Por enquanto, precisamos saber que os conflitos internos se davam na questão da sucessão do cargo de califa e nas escolhas arbitrárias de alguns califas ortodoxos para essas sucessões. Foram palco desses conflitos as cidades-acampamentos, que eram os acampamentos militares estabelecidos em terras conquistadas que deram origens a núcleos urbanos e futuras cidades, como Basra e Kufa no Iraque e Cairo no Egito.

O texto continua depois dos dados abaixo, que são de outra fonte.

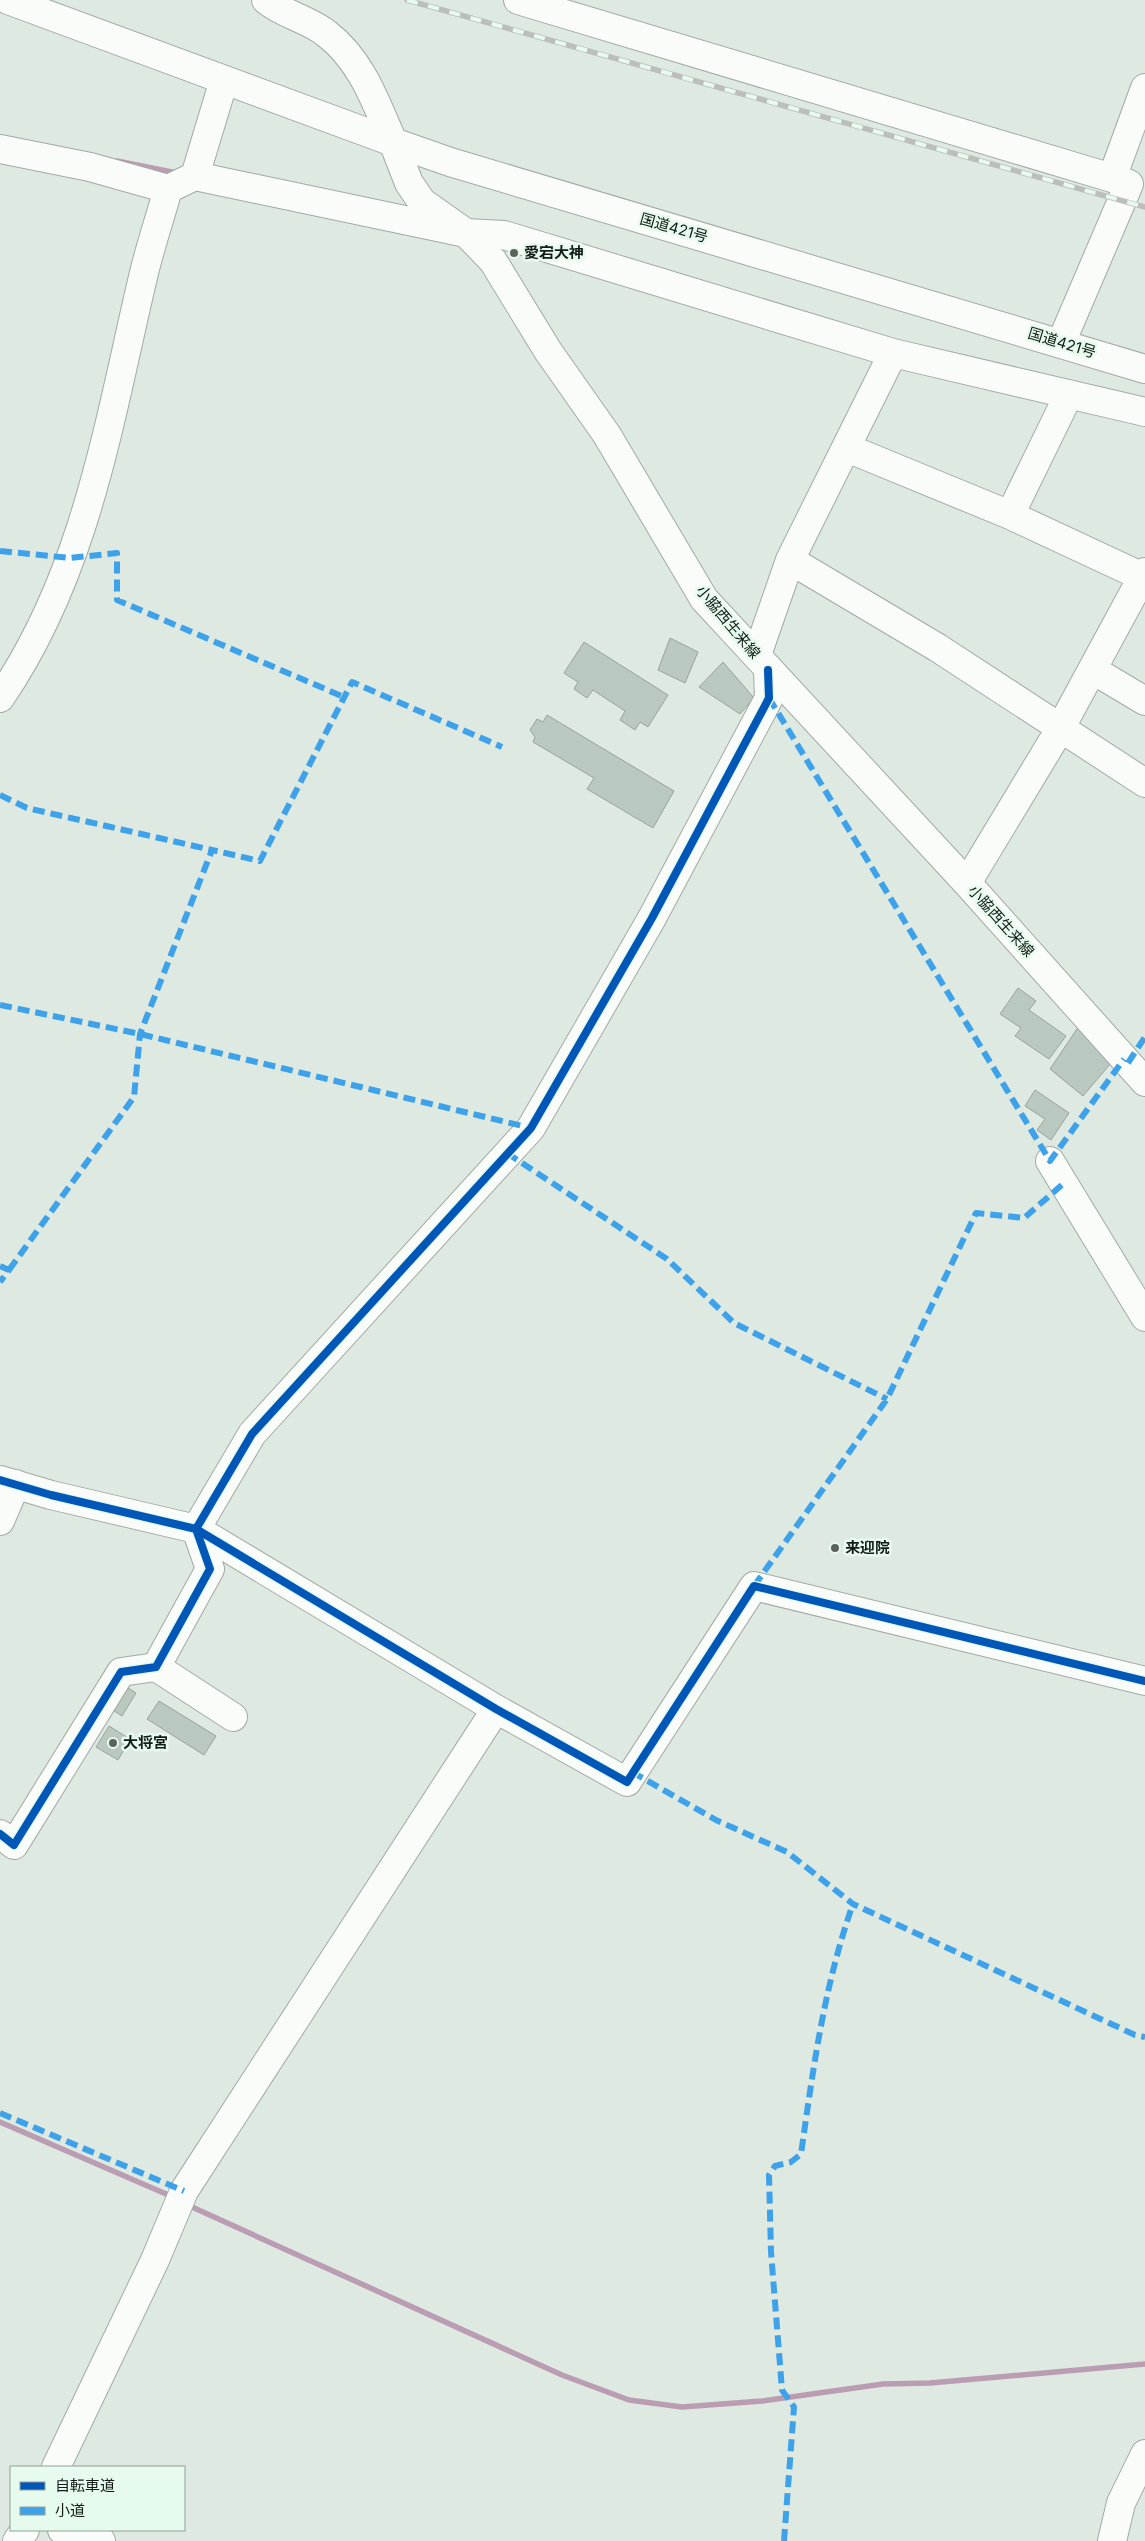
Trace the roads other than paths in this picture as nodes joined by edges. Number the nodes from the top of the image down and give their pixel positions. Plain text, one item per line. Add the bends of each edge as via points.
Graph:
1 (8, 0) edge
2 (266, 0) edge
3 (518, 0) edge
4 (224, 80) junction
5 (1145, 88) edge
6 (393, 142) junction
7 (0, 149) edge
8 (195, 176) junction
9 (1112, 178) junction
10 (168, 189) junction
11 (466, 234) junction
12 (1061, 342) junction
13 (893, 353) junction
14 (1145, 369) edge
15 (1069, 394) junction
16 (1145, 412) edge
17 (847, 448) junction
18 (1010, 515) junction
19 (790, 560) junction
20 (1144, 574) edge
21 (762, 663) junction
22 (1093, 670) junction
23 (0, 698) edge
24 (1145, 701) edge
25 (1060, 729) junction
26 (1145, 783) edge
27 (967, 883) junction
28 (1145, 1082) edge
29 (1050, 1161) dead end
30 (1145, 1317) edge
31 (8, 1482) edge
32 (0, 1521) edge
33 (196, 1529) junction
34 (156, 1667) junction
35 (1145, 1681) edge
36 (496, 1709) junction
37 (233, 1717) dead end
38 (0, 1834) edge
39 (1145, 2454) edge
40 (56, 2466) edge
41 (66, 2531) edge
42 (101, 2541) edge
43 (1112, 2541) edge

1 - 4 main road, 国道421号
2 - 6 main road via 326,33 350,56 370,89
3 - 9 main road
4 - 6 main road, 国道421号
4 - 8 main road
5 - 9 main road
6 - 11 main road, 小脇西生来線 via 409,183 422,202
6 - 12 main road, 国道421号 via 450,162
7 - 10 main road via 90,167
8 - 10 main road
8 - 11 main road
9 - 12 main road via 1129,184
10 - 23 main road via 144,274 88,509 56,598
11 - 13 main road via 504,235
11 - 21 main road, 小脇西生来線 via 492,261 548,351 607,435 704,599
12 - 14 main road, 国道421号
13 - 15 main road
13 - 17 main road
15 - 16 main road
15 - 18 main road
17 - 18 main road
17 - 19 main road
18 - 20 main road
19 - 21 main road
19 - 25 main road via 938,648
20 - 22 main road
21 - 27 main road, 小脇西生来線
21 - 33 main road via 769,698 652,918 531,1128 252,1434
22 - 24 main road
22 - 25 main road
25 - 26 main road
25 - 27 main road
27 - 28 main road, 小脇西生来線
29 - 30 main road
31 - 32 main road
31 - 33 main road
33 - 34 main road via 210,1570
33 - 36 main road
34 - 37 main road
34 - 38 main road via 121,1672 14,1845
35 - 36 main road via 754,1586 627,1782
36 - 40 main road via 184,2191 155,2260
39 - 43 main road via 1121,2503
41 - 42 main road

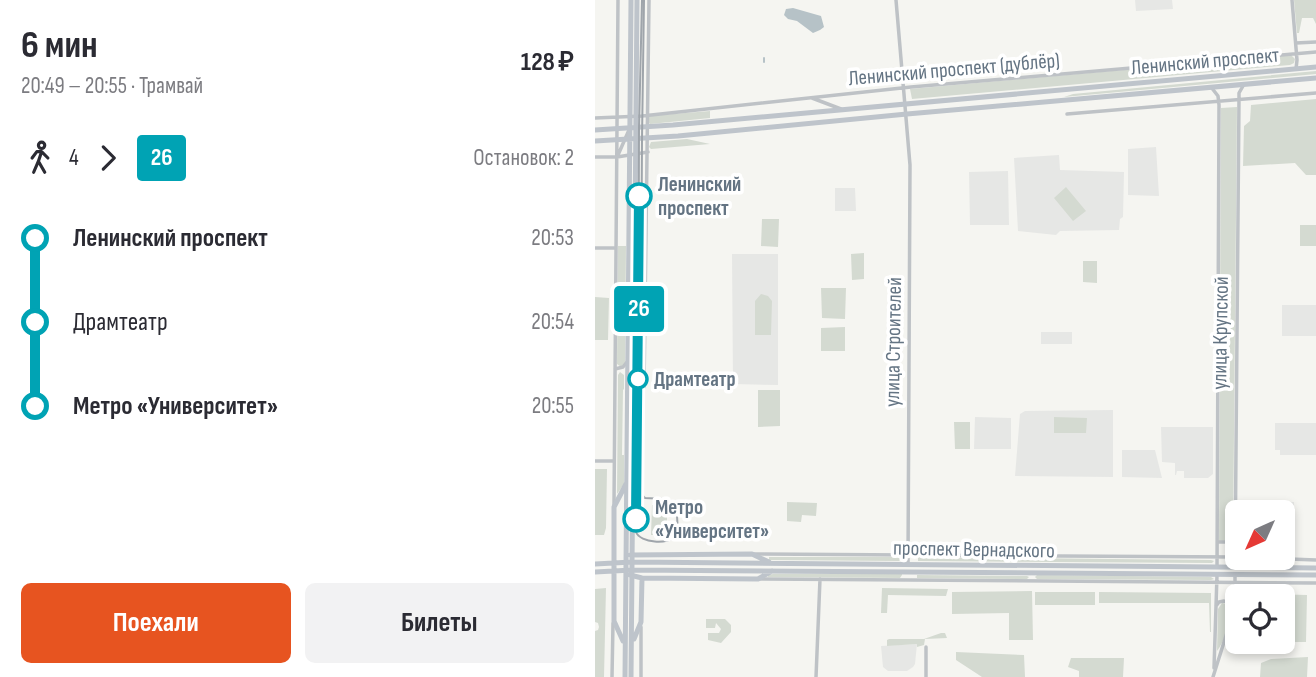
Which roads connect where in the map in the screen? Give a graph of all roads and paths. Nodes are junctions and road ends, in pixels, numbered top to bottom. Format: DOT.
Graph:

A disputa pelo poder levou ao assassinato de ᶜUmār por motivos de vingança pessoal e ao assassinato de ᶜUtmān em um movimento de revolta em Medina apoiado por soldados do Egito. O pretendente à sucessão de ᶜUtmān foi ᶜAlī Ibn Abi Talib, convertido antigo, primo do Profeta e esposo de Fátima, filha do Profeta. Contra ᶜAlī estavam os parentes de ᶜUtmān. Estes se concentraram na cidade-acampamento de Basra e ᶜAlī e seus apoiadores se estabelecerem em Kufa. ᶜAlī derrotou seus opositores, mas se viu diante de Muaᶜawiya, da dinastia omíada, parente próximo de ᶜUtmān e governador da Síria. Após se enfrentarem, as duas forças concordaram com uma arbitragem, uma trégua, tendo delegados dos dois lados. Devido a isso, alguns seguidores de ᶜAlī o abandonaram e seu poder enfraqueceu. Para esses seguidores, a trégua submeteu a vontade de Deus à vontade humana. Nos meses seguintes ᶜAlī acabou sendo assassinado em sua própria cidade, Kufa. Então Muaᶜawiya se proclamou califa, dando origem à dinastia omíada, que governou o Império Islâmico de 661 a 750 e sobre a qual faremos um estudo no próximo texto. 

Até logo e que a paz esteja com todos! 

REFERÊNCIAS

ALCORÃO NOBRE. Tradução do sentido para a língua portuguesa por Helmi NASR.            Al-Madinah: Complexo do Rei Fahd, 2005. 

HOURANI, Albert. Uma História dos Povos Árabes. São Paulo: Companhia das                    Letras, 2ª edição, 9ª reimpressão, 1994.

MONTADA, Josep Puig. A língua árabe. In: PEREIRA, Rosalie Helena de Souza                 (org.). O Islã Clássico: itinerários de uma cultura. São Paulo: Perspectiva, 2007. p.                51-67.

SALGADO, Felipe Maíllo. Diccionario de Historia Árabe & Islámica. Madrid: Abada                Editores, 2013.


SONN, Tamara. Uma Breve História do Islã. Rio de Janeiro: José Olympio, 2011.